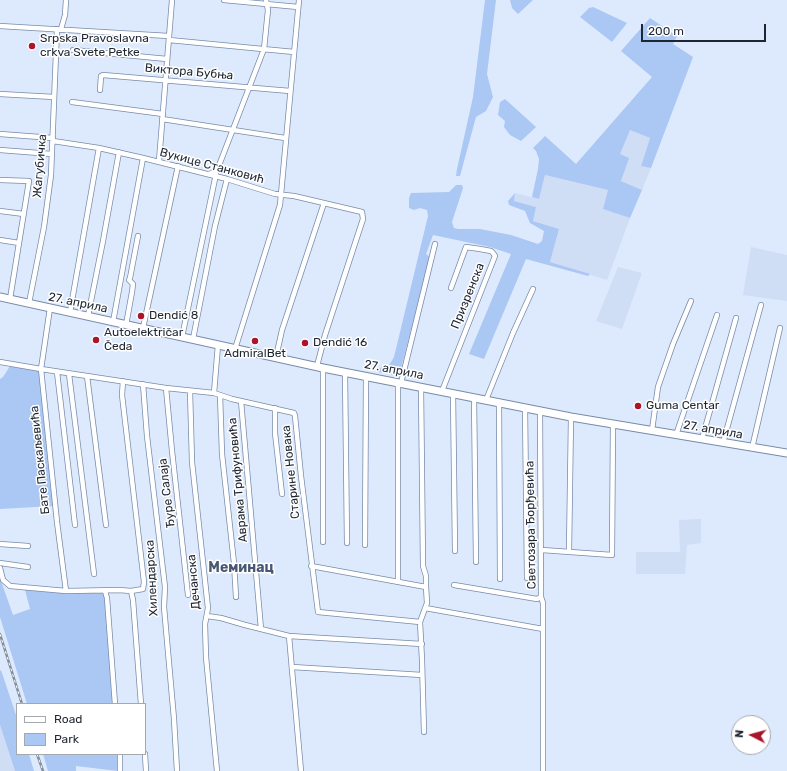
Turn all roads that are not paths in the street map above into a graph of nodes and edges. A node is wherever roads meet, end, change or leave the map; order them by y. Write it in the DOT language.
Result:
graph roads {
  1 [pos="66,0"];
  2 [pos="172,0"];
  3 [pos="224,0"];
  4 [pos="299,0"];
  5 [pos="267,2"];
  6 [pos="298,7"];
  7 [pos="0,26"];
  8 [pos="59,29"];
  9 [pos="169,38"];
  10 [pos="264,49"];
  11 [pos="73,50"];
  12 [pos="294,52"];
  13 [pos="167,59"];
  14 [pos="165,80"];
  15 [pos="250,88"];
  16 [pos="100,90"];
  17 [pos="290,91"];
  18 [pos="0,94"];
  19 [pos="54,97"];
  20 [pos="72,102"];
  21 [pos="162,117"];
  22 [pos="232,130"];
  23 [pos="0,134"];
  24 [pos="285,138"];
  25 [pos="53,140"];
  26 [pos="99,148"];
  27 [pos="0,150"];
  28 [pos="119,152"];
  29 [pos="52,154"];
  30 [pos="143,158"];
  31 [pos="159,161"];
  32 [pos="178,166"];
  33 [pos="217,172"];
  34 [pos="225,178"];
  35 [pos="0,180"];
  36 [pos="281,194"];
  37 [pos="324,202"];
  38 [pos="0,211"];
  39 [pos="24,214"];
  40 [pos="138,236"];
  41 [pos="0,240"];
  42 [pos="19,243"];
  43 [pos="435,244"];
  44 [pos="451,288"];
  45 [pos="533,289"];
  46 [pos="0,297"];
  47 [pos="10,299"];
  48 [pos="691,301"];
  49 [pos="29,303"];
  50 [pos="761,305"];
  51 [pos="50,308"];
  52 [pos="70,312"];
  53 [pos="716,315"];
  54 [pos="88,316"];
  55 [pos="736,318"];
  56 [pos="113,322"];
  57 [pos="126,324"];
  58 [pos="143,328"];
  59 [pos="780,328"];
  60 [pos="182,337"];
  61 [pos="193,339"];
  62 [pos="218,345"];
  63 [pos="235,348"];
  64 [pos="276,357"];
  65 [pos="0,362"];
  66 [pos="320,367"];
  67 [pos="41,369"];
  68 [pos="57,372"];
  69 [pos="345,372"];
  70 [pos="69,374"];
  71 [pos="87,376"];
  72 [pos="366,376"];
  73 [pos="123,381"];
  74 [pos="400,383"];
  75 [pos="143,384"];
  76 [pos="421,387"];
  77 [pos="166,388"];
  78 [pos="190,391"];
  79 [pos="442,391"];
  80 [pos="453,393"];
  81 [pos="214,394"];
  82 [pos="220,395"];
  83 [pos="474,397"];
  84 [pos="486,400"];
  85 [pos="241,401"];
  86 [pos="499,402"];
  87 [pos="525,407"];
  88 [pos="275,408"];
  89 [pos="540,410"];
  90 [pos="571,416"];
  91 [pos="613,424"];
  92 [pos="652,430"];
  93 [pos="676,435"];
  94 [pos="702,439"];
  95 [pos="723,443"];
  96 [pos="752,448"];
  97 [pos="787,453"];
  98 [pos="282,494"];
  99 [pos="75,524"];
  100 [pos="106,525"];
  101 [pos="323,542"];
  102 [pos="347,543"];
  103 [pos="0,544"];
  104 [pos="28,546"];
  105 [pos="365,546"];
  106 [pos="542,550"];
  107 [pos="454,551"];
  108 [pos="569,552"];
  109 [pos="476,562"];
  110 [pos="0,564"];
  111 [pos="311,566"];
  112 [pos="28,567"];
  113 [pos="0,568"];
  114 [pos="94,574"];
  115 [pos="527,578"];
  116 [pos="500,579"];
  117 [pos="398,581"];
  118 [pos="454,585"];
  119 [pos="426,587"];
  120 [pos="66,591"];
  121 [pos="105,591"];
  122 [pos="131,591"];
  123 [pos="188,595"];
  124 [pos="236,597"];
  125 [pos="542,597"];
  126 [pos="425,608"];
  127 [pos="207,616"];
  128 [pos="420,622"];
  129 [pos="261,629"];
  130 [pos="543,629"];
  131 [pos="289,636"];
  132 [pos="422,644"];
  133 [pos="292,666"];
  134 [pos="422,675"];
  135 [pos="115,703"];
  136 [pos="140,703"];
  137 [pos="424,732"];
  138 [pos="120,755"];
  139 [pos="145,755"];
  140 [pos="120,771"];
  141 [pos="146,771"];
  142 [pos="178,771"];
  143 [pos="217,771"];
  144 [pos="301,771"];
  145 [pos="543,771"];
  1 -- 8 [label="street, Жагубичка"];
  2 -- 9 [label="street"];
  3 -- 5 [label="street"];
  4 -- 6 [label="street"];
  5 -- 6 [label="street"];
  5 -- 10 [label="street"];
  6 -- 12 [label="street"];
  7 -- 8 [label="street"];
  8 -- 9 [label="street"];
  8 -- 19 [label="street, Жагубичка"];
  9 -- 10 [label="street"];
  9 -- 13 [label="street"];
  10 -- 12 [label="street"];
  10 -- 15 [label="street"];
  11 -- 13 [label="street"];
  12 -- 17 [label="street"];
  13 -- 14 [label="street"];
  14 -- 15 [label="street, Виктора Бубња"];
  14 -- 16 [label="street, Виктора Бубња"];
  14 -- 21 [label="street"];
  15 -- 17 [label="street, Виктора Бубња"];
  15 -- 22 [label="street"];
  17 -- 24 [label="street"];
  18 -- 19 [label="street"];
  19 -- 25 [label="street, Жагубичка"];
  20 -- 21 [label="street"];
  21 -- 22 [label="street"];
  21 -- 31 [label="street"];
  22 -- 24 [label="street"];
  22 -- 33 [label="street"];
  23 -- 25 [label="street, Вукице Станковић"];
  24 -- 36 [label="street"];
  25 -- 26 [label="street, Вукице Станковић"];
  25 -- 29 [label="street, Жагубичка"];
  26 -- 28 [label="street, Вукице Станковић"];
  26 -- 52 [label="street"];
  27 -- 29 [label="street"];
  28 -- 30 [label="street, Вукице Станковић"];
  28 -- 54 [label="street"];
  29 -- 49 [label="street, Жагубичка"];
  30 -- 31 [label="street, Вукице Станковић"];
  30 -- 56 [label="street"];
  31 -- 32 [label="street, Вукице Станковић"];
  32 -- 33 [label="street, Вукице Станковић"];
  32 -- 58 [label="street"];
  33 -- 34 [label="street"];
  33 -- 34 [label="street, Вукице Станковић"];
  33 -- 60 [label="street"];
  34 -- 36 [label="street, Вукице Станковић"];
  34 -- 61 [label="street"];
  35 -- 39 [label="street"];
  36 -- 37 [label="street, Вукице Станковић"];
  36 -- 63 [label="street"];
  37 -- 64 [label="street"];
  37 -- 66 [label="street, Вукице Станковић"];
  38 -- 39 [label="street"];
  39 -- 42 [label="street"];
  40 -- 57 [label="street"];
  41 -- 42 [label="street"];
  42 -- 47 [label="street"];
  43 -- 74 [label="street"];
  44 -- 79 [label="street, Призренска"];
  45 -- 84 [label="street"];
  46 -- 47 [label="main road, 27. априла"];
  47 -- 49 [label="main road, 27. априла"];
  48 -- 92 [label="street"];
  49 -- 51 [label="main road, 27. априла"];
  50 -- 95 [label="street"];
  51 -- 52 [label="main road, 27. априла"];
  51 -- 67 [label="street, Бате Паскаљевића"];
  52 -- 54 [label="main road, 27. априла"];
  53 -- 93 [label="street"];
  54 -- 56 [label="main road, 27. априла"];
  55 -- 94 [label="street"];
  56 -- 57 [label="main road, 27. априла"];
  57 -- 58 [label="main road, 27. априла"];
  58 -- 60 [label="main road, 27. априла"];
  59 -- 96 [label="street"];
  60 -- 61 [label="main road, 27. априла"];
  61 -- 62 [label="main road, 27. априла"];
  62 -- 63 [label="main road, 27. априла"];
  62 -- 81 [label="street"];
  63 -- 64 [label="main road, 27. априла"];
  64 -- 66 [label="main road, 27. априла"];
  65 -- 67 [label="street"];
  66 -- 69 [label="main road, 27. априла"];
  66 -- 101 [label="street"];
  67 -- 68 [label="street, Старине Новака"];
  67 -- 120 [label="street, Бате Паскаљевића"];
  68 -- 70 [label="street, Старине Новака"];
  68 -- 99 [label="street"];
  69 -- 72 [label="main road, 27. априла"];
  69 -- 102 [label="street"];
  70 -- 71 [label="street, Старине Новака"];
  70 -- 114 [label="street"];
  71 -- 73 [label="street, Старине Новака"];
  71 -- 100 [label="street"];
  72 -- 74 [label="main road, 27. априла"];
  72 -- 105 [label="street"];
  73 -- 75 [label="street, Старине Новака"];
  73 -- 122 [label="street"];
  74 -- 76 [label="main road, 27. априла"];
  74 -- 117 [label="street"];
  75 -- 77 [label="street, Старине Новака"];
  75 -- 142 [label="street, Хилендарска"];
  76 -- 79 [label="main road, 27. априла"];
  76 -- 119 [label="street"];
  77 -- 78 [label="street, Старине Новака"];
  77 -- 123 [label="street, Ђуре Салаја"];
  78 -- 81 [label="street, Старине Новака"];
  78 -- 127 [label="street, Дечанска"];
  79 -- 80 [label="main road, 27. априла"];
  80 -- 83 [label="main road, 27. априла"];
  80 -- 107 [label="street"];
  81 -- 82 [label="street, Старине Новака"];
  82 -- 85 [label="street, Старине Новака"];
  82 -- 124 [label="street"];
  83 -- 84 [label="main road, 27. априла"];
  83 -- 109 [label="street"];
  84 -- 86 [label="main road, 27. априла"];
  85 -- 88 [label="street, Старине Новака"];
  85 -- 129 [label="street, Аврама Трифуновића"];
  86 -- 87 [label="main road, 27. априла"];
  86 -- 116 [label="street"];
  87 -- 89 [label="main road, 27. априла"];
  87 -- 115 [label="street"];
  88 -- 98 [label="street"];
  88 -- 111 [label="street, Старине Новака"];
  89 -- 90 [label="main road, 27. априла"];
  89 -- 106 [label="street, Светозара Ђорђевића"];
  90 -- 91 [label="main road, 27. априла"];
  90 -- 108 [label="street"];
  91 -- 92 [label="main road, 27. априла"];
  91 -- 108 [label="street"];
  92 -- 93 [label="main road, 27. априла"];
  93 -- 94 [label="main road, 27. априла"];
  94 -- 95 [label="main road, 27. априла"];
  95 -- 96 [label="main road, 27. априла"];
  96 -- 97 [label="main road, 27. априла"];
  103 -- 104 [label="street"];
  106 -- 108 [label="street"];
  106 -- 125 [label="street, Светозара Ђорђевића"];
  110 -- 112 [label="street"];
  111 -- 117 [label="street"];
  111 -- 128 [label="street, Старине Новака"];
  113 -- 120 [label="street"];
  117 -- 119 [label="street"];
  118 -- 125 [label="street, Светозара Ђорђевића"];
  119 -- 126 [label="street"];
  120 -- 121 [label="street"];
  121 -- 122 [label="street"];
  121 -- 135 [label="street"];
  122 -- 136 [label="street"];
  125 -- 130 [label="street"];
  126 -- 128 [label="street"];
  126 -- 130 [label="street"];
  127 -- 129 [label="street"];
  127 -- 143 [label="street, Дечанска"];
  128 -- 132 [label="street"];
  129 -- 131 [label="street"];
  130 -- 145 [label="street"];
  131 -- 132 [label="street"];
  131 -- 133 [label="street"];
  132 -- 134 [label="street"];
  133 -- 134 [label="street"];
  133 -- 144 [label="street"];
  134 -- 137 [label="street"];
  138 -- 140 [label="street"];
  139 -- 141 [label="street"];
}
* * * * * * *
Which lines in the records above contain the string "Ђорђевића"? Copy them.

  89 -- 106 [label="street, Светозара Ђорђевића"];
  106 -- 125 [label="street, Светозара Ђорђевића"];
  118 -- 125 [label="street, Светозара Ђорђевића"];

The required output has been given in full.